LogicEval: A Systematic Framework for Evaluating Automated Repair Techniques for Logical Vulnerabilities in Real-World Software
Summary: arXiv:2604.12994v1 Announce Type: cross
Abstract
Logical vulnerabilities in software stem from flaws in program logic rather than memory safety, which can lead to critical security failures. While existing automated program repair techniques primarily focus on repairing memory corruption vulnerabilities, they struggle with logical vulnerabilities due to their limited semantic understanding of the vulnerable code and its expected behavior. Recent advancements in large language models (LLMs) have shown promise in understanding and repairing code. However, no framework is currently available to analyze the capabilities and limitations of such techniques in relation to logical vulnerabilities.
Introduction
This paper introduces LogicEval, a systematic framework designed to evaluate both traditional and LLM-based repair approaches for addressing real-world logical vulnerabilities. The need for such a framework arises from the critical role software security plays in today’s digital landscape, where logical vulnerabilities can lead to severe consequences.
Methodology
To facilitate our assessment of automated repair techniques, we developed LogicDS, the first-ever dataset comprising 86 logical vulnerabilities, each assigned with Common Vulnerabilities and Exposures (CVE) identifiers that reflect their tangible security impact. This dataset serves as a benchmark for evaluating the effectiveness of various repair methods.
Key Findings
The evaluations conducted using LogicEval reveal several important insights:
- Compilation and testing failures in automated repairs are primarily driven by:
- Prompt Sensitivity: The specific phrasing and context provided in prompts significantly affect repair outcomes.
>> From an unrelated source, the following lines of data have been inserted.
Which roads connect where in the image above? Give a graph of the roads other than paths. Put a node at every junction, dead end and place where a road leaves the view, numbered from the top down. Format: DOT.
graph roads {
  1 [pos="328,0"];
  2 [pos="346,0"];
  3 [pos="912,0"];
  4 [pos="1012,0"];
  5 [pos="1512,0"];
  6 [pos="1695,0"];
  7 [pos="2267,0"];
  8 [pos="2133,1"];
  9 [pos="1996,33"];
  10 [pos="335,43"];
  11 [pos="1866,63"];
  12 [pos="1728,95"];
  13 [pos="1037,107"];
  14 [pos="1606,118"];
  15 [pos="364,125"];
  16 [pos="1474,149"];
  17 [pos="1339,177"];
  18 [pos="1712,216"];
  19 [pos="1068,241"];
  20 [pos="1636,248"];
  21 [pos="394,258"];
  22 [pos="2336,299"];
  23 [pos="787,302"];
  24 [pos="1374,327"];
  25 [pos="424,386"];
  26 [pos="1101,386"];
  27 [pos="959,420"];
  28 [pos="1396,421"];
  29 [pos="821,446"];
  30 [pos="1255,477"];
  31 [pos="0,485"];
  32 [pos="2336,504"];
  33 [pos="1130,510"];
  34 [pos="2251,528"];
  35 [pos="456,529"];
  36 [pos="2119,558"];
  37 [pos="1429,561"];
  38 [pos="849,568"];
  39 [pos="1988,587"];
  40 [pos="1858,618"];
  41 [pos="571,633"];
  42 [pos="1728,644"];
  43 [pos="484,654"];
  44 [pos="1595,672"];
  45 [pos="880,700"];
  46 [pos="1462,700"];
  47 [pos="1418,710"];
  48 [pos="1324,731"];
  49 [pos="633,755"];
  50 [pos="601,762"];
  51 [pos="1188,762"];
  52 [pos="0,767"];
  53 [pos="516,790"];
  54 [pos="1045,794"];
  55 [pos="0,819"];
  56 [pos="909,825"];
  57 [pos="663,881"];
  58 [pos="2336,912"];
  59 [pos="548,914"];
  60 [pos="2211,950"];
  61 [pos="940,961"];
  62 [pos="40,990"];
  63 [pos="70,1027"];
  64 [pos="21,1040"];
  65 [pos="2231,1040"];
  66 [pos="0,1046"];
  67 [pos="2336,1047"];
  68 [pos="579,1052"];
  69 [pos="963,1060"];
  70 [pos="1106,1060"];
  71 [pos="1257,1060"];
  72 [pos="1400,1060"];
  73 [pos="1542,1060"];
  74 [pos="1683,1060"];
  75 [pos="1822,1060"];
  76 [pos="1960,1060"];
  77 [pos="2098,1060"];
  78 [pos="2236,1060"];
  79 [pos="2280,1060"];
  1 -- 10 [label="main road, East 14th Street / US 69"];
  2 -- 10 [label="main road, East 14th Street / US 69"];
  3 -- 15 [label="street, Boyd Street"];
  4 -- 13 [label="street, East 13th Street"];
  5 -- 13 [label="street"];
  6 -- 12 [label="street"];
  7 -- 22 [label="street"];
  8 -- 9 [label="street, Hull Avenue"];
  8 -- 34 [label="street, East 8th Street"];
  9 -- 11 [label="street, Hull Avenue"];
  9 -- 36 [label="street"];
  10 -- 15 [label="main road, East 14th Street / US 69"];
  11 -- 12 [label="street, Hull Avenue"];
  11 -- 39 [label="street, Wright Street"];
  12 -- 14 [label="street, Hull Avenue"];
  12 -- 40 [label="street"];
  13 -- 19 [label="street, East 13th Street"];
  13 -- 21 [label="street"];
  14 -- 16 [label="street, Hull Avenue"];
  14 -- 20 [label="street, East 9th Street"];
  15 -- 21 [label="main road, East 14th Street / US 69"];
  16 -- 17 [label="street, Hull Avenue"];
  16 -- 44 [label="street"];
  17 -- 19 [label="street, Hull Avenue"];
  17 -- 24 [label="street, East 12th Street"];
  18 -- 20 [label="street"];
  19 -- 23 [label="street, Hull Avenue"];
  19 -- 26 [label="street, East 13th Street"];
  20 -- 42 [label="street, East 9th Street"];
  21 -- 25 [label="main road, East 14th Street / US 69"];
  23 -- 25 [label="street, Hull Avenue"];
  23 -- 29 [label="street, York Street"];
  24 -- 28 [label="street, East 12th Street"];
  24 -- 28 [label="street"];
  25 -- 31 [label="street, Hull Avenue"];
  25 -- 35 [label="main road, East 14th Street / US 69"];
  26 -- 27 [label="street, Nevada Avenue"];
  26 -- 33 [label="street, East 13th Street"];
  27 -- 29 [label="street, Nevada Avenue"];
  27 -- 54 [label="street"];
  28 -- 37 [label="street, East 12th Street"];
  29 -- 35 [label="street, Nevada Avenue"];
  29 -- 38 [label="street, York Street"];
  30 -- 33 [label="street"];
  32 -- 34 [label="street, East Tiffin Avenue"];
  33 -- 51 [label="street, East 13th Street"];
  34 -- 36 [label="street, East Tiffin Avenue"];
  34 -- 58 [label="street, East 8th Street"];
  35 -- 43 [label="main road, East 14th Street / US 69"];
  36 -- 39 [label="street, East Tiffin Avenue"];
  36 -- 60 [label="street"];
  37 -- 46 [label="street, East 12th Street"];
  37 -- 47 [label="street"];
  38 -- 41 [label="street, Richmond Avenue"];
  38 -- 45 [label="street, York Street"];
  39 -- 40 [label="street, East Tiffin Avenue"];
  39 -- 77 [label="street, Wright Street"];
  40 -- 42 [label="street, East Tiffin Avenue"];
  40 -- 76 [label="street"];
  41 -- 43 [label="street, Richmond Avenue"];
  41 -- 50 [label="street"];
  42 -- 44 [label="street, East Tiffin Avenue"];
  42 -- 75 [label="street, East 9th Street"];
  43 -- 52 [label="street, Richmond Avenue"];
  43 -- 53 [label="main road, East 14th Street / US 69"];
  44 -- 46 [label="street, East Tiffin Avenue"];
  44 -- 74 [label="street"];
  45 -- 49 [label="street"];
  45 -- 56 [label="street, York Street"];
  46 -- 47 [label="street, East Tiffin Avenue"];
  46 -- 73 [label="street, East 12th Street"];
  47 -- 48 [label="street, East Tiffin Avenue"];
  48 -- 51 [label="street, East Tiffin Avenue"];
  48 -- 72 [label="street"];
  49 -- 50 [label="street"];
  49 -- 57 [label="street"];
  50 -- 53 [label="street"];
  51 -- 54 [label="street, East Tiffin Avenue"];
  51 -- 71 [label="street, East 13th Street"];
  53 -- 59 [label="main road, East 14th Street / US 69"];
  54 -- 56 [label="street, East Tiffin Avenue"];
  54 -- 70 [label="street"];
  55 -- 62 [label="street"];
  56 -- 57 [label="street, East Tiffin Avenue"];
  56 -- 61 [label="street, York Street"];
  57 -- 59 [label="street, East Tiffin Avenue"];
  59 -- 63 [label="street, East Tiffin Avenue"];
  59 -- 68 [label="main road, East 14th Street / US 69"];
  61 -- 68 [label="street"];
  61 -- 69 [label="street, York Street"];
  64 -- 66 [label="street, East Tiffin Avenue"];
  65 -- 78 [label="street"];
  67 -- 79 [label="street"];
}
- Loss of Code Context: Understanding the broader context of the code is crucial for effective repairs; without it, the success rate diminishes.
- Difficulty in Patch Localization: Identifying the exact location of the logical flaw remains a challenging aspect for both traditional and LLM-based approaches.
Conclusion
LogicEval serves as a foundational framework for systematically evaluating and comparing various automated repair techniques addressing logical vulnerabilities in software. By leveraging the LogicDS dataset, researchers and practitioners can better understand the strengths and weaknesses of different approaches, paving the way for improved security measures in software development.
Future Work
There is significant potential for further research in this area, particularly in enhancing the capabilities of LLMs to understand and repair logical vulnerabilities. Future studies could focus on refining the dataset, expanding it to include more complex vulnerabilities, and exploring novel approaches that combine traditional methods with insights gained from LLMs.
Keywords
Logical vulnerabilities, automated program repair, large language models, software security, LogicEval, LogicDS, CVE.